Will you, dear friend, be so good as to give my special thanks to Herr Klitzsch for his article in today's number? By the favorable manner in which he enters into the intentions of my Mass, and the artistic sympathy he shows for my endeavour, he has given me a very great pleasure. Probably a good opportunity will present itself, later on, for me to undertake a further work in the religious style, as I feel and conceive it, by the composition of a "Missa Solemnis" for mixed chorus and orchestra…For the present I cannot, however, occupy myself with this; but aufgeschoben soll nicht aufgehoben heissen. [A German proverb— "Put off is not given up.">[
When I come to Leipzig I shall have the pleasure of calling on Klitzsch and giving him my best thanks in person. If you think I ought to write him a few lines before then, let me know.

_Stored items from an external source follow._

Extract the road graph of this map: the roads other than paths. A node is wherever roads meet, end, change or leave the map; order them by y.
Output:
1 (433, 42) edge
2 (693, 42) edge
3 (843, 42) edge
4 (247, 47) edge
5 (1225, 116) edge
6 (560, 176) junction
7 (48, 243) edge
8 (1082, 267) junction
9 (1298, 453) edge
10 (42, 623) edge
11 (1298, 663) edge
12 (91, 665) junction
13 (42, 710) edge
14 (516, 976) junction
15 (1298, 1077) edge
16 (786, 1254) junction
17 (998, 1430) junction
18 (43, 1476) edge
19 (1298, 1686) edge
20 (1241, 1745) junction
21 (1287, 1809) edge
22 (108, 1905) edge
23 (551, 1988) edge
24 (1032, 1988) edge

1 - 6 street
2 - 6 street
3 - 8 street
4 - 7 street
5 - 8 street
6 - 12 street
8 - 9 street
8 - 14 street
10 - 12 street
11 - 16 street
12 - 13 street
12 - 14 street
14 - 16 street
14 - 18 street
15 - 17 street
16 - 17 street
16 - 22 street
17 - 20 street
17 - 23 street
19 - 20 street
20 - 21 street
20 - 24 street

Litolff was here several days, and we have come nearer together both from a friendly and an artistic standpoint. His fourth Concerto (Conzert-Symphonie) is a marked advance on the previous ones. He played this, as well as the third Concerto, the day before yesterday, in a truly masterly and electric, living manner. Frau Dr. Steche will have told you about it. Perhaps in your next number you will put in a short appreciative notice of Litolfff's appearance here.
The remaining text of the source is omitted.